## What is being asked
How many lines of these entries include the string "Majorca"? State the number alone.

## Data for analysis
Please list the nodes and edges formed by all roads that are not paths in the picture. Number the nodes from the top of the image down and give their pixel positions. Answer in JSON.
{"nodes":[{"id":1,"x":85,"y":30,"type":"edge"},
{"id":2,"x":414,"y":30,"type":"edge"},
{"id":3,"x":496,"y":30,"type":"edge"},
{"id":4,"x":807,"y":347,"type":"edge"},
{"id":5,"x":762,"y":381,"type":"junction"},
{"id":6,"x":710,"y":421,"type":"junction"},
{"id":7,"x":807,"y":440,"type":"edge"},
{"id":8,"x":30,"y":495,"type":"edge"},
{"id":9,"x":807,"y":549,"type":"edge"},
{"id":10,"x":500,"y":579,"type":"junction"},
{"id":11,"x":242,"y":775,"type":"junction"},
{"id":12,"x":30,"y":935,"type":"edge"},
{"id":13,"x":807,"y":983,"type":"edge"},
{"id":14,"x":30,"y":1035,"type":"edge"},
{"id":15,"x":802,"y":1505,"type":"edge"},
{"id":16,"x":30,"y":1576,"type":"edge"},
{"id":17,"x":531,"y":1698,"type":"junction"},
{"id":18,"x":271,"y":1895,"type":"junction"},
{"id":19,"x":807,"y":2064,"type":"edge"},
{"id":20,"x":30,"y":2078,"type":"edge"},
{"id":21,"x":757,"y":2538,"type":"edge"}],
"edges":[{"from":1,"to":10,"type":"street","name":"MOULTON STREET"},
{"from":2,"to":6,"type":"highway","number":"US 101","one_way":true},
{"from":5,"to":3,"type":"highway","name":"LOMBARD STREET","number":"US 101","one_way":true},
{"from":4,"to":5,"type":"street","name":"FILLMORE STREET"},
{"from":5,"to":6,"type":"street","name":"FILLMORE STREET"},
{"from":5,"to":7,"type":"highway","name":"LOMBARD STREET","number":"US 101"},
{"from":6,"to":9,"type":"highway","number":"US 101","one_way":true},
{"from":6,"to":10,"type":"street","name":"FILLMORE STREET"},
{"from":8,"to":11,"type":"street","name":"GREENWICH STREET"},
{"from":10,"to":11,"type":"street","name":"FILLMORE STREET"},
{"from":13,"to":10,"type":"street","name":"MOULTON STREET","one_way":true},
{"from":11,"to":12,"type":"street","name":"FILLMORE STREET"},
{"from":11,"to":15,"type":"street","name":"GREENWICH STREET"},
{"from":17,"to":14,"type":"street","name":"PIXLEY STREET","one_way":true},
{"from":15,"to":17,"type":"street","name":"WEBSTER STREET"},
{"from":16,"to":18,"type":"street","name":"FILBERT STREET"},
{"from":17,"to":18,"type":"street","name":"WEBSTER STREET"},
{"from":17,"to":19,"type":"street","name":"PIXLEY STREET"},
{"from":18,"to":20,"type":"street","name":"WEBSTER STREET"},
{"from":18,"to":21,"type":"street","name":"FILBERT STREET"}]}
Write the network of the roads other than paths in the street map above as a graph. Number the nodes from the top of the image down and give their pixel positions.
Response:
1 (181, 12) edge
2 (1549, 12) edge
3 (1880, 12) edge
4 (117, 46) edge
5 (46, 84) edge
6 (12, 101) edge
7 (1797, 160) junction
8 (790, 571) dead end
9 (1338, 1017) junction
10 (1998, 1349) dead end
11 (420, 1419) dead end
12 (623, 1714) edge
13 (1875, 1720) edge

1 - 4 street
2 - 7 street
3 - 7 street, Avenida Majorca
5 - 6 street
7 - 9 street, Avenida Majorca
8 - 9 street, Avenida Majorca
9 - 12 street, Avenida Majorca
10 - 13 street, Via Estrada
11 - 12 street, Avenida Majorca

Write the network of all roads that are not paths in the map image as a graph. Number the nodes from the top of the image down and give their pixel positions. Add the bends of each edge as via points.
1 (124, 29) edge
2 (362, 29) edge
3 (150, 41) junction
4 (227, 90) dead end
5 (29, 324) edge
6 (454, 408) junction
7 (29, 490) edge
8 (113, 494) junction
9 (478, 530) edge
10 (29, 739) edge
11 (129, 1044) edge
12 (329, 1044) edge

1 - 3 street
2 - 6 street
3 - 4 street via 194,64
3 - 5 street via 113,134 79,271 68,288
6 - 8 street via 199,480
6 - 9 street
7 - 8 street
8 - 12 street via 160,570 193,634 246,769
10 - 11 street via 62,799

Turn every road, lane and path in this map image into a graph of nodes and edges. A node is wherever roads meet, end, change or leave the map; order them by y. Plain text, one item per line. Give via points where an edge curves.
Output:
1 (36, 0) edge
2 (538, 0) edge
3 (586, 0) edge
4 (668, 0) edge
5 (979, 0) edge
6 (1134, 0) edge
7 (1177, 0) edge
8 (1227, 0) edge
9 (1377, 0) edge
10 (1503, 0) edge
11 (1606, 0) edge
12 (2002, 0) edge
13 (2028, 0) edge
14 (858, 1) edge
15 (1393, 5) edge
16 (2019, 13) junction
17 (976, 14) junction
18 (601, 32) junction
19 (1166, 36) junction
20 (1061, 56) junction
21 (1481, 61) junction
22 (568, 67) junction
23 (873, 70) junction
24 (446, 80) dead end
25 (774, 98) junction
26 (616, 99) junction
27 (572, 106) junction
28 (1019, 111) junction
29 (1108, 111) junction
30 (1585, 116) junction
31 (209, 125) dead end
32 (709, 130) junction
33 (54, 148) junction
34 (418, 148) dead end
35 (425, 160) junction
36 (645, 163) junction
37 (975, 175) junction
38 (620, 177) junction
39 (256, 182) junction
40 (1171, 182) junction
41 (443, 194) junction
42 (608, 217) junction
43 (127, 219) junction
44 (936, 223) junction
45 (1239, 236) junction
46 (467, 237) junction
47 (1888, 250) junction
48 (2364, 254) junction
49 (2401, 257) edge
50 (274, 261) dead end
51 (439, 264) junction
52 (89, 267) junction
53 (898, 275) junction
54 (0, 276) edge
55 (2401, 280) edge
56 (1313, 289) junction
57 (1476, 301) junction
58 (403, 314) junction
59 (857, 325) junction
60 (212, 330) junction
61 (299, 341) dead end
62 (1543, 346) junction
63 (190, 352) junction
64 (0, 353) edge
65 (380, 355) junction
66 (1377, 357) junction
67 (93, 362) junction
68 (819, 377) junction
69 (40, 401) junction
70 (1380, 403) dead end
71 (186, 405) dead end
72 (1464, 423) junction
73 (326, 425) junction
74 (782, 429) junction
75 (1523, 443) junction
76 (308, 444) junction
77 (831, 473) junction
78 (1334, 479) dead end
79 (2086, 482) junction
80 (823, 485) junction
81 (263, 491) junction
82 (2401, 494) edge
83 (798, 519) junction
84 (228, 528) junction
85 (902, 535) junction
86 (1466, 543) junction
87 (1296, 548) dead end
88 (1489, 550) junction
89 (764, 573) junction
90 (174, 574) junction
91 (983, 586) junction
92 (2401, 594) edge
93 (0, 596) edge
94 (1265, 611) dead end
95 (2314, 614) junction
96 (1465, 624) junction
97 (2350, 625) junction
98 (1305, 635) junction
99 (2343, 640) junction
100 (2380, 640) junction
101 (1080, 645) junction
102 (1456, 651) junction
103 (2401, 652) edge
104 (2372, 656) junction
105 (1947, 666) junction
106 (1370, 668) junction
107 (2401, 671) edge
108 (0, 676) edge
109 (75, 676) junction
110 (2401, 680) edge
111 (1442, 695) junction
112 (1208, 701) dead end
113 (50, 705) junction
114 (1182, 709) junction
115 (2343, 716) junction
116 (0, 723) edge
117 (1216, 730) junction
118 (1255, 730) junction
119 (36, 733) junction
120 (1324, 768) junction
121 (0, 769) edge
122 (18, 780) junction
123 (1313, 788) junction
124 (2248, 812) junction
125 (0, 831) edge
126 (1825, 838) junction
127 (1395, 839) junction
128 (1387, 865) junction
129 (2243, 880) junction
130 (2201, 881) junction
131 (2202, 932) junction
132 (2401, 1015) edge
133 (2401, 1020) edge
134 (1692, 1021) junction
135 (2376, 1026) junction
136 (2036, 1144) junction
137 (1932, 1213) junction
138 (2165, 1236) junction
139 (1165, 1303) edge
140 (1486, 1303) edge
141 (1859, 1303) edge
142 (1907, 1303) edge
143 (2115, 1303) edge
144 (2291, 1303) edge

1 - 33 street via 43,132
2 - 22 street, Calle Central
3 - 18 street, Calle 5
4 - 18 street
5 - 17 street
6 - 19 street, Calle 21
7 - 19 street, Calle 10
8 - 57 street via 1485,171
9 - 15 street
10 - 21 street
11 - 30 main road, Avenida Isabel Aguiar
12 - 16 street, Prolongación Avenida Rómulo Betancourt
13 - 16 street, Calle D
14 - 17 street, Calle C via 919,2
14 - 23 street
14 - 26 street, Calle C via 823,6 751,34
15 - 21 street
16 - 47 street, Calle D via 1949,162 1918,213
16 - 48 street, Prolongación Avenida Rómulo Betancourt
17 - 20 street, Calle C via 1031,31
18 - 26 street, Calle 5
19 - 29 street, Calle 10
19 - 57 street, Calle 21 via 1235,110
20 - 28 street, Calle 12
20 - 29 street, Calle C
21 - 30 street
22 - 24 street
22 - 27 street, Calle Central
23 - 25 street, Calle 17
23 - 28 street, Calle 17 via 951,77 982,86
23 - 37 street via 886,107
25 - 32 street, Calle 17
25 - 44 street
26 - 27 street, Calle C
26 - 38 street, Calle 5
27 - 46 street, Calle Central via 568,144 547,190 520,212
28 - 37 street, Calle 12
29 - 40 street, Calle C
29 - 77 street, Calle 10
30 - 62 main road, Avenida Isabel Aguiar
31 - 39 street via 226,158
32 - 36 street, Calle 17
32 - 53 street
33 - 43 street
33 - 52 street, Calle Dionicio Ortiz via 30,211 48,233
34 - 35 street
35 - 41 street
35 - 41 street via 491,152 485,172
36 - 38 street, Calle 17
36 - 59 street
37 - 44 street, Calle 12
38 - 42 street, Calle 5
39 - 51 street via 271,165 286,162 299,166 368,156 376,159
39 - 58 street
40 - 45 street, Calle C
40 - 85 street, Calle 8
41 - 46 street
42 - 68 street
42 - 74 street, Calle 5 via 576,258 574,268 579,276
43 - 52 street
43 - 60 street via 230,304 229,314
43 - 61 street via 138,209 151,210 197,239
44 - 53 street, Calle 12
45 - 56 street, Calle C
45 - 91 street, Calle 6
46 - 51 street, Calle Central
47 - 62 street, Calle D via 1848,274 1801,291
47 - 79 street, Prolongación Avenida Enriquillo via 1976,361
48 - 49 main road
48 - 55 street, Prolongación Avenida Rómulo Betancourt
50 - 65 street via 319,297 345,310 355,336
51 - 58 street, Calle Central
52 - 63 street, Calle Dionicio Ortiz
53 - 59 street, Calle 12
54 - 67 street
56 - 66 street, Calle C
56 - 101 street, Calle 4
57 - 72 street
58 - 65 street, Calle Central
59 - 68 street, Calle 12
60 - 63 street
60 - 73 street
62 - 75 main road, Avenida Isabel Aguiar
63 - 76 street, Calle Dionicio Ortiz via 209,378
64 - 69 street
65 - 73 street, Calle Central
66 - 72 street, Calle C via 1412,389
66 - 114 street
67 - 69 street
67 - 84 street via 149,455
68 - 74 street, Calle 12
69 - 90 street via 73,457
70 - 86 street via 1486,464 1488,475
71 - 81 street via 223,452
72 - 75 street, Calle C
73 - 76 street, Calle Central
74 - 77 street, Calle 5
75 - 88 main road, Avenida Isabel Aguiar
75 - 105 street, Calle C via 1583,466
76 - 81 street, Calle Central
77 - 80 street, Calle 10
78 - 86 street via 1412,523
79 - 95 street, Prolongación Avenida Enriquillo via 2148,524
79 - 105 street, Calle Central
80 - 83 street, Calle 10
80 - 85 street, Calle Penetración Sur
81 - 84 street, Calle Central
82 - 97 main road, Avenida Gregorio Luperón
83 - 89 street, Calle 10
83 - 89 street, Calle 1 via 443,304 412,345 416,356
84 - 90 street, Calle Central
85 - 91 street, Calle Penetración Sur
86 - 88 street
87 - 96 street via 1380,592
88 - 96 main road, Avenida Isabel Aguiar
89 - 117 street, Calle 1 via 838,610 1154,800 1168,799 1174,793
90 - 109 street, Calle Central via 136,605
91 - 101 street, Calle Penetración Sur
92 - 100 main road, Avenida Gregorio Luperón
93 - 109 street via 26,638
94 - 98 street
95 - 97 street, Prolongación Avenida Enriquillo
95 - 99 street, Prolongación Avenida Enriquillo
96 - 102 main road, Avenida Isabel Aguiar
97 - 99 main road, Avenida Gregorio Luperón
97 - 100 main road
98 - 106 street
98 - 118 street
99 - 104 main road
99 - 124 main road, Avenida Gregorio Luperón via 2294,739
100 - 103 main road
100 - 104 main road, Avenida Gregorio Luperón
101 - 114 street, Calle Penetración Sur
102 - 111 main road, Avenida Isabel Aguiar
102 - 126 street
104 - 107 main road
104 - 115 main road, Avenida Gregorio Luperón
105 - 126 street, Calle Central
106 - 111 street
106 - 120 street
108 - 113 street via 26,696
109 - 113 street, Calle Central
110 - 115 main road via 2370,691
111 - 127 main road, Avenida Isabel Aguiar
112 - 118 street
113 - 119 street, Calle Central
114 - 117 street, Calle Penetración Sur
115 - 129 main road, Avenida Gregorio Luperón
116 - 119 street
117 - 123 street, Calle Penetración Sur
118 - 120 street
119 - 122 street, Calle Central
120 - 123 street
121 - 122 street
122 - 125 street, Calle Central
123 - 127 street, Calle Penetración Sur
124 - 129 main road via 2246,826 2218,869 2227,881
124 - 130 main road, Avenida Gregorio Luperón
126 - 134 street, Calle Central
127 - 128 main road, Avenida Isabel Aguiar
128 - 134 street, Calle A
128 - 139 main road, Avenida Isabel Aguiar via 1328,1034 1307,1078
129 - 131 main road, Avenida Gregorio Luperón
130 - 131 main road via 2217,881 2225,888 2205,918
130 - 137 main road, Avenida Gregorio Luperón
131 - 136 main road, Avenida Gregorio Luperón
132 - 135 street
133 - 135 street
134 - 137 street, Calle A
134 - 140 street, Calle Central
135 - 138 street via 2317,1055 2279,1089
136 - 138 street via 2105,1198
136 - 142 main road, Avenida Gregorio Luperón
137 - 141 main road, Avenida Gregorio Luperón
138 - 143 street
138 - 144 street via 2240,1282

## Answer to this task
5